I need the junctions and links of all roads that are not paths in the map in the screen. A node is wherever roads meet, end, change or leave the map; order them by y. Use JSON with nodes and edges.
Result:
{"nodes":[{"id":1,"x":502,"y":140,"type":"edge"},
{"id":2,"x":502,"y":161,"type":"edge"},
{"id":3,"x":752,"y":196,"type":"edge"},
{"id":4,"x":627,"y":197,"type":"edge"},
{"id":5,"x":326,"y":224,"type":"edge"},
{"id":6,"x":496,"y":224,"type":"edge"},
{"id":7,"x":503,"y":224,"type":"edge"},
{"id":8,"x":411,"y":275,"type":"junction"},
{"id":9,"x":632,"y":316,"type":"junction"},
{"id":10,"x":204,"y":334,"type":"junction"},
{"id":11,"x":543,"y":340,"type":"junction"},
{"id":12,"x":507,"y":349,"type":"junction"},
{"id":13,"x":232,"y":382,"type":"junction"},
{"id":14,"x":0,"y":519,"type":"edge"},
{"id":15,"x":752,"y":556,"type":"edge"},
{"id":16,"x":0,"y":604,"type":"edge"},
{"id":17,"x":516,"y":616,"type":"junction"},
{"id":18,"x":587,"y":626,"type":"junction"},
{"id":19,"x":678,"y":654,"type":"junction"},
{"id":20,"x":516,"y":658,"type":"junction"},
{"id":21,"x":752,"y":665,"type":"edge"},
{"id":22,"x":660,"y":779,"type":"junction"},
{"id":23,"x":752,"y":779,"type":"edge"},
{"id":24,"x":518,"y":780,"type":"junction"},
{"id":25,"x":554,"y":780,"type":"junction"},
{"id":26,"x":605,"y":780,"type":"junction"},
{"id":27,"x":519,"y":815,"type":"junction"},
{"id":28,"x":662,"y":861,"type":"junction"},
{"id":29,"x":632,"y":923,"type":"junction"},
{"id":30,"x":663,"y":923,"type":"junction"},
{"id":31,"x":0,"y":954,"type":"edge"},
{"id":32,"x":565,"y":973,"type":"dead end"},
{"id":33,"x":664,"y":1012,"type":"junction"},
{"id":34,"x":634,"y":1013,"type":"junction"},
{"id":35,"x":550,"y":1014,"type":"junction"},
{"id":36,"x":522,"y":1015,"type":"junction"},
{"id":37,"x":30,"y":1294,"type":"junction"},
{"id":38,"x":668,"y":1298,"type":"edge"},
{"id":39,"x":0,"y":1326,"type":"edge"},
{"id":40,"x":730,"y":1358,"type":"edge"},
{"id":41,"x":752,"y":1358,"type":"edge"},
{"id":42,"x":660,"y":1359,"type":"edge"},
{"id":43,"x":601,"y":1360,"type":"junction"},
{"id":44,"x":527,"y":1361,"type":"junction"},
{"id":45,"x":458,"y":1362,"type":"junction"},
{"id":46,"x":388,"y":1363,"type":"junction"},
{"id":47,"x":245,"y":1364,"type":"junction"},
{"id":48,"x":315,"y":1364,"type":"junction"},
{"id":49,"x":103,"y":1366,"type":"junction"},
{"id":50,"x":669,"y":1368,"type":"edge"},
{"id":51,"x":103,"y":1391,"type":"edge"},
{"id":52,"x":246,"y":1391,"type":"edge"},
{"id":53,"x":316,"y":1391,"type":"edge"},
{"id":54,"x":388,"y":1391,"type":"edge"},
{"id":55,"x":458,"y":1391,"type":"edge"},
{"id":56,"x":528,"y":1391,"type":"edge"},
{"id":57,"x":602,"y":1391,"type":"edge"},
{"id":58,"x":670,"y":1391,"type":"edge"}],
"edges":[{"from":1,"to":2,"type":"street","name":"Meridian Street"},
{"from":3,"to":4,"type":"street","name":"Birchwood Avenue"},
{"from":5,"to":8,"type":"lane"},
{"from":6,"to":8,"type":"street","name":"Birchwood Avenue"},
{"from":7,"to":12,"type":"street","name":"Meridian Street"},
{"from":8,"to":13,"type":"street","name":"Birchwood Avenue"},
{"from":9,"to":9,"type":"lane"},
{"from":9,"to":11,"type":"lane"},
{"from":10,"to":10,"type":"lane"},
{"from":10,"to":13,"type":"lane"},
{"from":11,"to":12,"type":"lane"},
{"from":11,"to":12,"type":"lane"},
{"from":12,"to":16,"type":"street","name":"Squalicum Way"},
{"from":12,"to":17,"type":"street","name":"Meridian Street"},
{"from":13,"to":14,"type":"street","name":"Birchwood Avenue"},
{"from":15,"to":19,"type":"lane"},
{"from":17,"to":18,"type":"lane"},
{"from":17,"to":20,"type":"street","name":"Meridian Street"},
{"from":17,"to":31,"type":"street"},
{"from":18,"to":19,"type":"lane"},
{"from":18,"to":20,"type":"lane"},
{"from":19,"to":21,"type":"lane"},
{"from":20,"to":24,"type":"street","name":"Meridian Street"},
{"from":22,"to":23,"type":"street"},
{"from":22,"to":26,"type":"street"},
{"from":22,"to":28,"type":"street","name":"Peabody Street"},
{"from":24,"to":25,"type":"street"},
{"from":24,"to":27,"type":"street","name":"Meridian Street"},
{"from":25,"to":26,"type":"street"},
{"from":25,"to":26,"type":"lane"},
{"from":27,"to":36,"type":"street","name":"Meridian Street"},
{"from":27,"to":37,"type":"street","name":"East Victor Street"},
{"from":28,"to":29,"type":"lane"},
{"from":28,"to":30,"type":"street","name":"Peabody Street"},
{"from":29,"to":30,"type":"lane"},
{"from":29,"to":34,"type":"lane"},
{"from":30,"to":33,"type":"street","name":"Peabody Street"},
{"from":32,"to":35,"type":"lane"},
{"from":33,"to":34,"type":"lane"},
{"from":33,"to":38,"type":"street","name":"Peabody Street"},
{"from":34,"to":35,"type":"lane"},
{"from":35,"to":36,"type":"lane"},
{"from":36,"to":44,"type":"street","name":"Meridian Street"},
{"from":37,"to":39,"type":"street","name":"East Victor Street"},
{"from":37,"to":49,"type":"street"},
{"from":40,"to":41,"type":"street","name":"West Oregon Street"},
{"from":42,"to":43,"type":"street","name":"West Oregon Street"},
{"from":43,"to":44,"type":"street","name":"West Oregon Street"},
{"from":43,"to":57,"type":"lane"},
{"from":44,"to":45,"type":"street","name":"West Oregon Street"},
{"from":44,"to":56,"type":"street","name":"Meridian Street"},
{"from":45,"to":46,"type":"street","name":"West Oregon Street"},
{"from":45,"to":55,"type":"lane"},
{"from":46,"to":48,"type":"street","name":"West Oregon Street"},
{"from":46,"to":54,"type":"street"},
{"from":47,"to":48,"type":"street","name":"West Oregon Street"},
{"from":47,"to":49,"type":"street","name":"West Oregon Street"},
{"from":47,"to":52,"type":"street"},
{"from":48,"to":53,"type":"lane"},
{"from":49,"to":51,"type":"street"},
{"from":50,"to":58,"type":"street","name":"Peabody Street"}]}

* Your instructions:
Tell me how many lines of the records include the word "Birchwood", replying with the number alone.

* Result of the exercise:
4